* WHAT IS REQUIRED
Exact repetition is required: output every record in full.

----- DATA UNDER STUDY -----

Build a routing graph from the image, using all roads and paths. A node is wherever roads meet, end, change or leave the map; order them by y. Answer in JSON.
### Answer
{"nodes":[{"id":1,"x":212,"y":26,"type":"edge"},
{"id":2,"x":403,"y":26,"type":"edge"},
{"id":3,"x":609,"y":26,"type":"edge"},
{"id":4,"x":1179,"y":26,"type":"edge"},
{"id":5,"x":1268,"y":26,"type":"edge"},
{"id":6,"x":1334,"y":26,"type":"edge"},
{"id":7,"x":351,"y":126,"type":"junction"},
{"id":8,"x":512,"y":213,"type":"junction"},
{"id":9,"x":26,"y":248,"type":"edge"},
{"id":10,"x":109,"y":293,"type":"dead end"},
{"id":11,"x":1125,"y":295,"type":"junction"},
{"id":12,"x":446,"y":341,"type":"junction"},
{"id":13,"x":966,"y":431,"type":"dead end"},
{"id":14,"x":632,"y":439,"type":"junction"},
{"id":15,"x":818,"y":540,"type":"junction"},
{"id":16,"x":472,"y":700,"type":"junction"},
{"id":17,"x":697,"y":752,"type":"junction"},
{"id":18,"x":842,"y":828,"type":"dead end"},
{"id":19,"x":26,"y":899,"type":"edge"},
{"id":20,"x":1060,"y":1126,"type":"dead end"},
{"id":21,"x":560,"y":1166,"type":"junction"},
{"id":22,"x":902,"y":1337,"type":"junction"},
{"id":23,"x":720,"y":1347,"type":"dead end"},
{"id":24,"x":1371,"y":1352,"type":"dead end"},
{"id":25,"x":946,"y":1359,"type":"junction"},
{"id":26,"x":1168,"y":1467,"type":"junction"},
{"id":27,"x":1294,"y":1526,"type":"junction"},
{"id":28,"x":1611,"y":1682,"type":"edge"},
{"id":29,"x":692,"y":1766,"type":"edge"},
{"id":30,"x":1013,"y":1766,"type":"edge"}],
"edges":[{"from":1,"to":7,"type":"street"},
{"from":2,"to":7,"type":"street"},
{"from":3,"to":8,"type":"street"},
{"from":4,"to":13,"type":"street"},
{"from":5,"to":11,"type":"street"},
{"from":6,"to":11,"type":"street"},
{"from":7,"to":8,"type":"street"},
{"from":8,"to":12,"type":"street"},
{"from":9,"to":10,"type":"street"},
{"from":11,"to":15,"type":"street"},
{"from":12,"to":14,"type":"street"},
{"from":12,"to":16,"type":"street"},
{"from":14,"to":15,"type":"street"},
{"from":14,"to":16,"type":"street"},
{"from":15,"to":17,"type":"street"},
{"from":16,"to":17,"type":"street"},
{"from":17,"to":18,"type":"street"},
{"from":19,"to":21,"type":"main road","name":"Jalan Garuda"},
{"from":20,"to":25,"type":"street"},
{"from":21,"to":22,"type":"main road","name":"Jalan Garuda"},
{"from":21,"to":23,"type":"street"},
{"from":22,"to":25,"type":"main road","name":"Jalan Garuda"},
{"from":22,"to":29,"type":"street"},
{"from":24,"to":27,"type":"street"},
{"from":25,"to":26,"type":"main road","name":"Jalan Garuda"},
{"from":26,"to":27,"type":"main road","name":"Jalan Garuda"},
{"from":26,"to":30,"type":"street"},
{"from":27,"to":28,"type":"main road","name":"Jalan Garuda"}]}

-----

* SOLUTION TO THE EXERCISE
Build a routing graph from the image, using all roads and paths. A node is wherever roads meet, end, change or leave the map; order them by y. Answer in JSON.
### Answer
{"nodes":[{"id":1,"x":212,"y":26,"type":"edge"},
{"id":2,"x":403,"y":26,"type":"edge"},
{"id":3,"x":609,"y":26,"type":"edge"},
{"id":4,"x":1179,"y":26,"type":"edge"},
{"id":5,"x":1268,"y":26,"type":"edge"},
{"id":6,"x":1334,"y":26,"type":"edge"},
{"id":7,"x":351,"y":126,"type":"junction"},
{"id":8,"x":512,"y":213,"type":"junction"},
{"id":9,"x":26,"y":248,"type":"edge"},
{"id":10,"x":109,"y":293,"type":"dead end"},
{"id":11,"x":1125,"y":295,"type":"junction"},
{"id":12,"x":446,"y":341,"type":"junction"},
{"id":13,"x":966,"y":431,"type":"dead end"},
{"id":14,"x":632,"y":439,"type":"junction"},
{"id":15,"x":818,"y":540,"type":"junction"},
{"id":16,"x":472,"y":700,"type":"junction"},
{"id":17,"x":697,"y":752,"type":"junction"},
{"id":18,"x":842,"y":828,"type":"dead end"},
{"id":19,"x":26,"y":899,"type":"edge"},
{"id":20,"x":1060,"y":1126,"type":"dead end"},
{"id":21,"x":560,"y":1166,"type":"junction"},
{"id":22,"x":902,"y":1337,"type":"junction"},
{"id":23,"x":720,"y":1347,"type":"dead end"},
{"id":24,"x":1371,"y":1352,"type":"dead end"},
{"id":25,"x":946,"y":1359,"type":"junction"},
{"id":26,"x":1168,"y":1467,"type":"junction"},
{"id":27,"x":1294,"y":1526,"type":"junction"},
{"id":28,"x":1611,"y":1682,"type":"edge"},
{"id":29,"x":692,"y":1766,"type":"edge"},
{"id":30,"x":1013,"y":1766,"type":"edge"}],
"edges":[{"from":1,"to":7,"type":"street"},
{"from":2,"to":7,"type":"street"},
{"from":3,"to":8,"type":"street"},
{"from":4,"to":13,"type":"street"},
{"from":5,"to":11,"type":"street"},
{"from":6,"to":11,"type":"street"},
{"from":7,"to":8,"type":"street"},
{"from":8,"to":12,"type":"street"},
{"from":9,"to":10,"type":"street"},
{"from":11,"to":15,"type":"street"},
{"from":12,"to":14,"type":"street"},
{"from":12,"to":16,"type":"street"},
{"from":14,"to":15,"type":"street"},
{"from":14,"to":16,"type":"street"},
{"from":15,"to":17,"type":"street"},
{"from":16,"to":17,"type":"street"},
{"from":17,"to":18,"type":"street"},
{"from":19,"to":21,"type":"main road","name":"Jalan Garuda"},
{"from":20,"to":25,"type":"street"},
{"from":21,"to":22,"type":"main road","name":"Jalan Garuda"},
{"from":21,"to":23,"type":"street"},
{"from":22,"to":25,"type":"main road","name":"Jalan Garuda"},
{"from":22,"to":29,"type":"street"},
{"from":24,"to":27,"type":"street"},
{"from":25,"to":26,"type":"main road","name":"Jalan Garuda"},
{"from":26,"to":27,"type":"main road","name":"Jalan Garuda"},
{"from":26,"to":30,"type":"street"},
{"from":27,"to":28,"type":"main road","name":"Jalan Garuda"}]}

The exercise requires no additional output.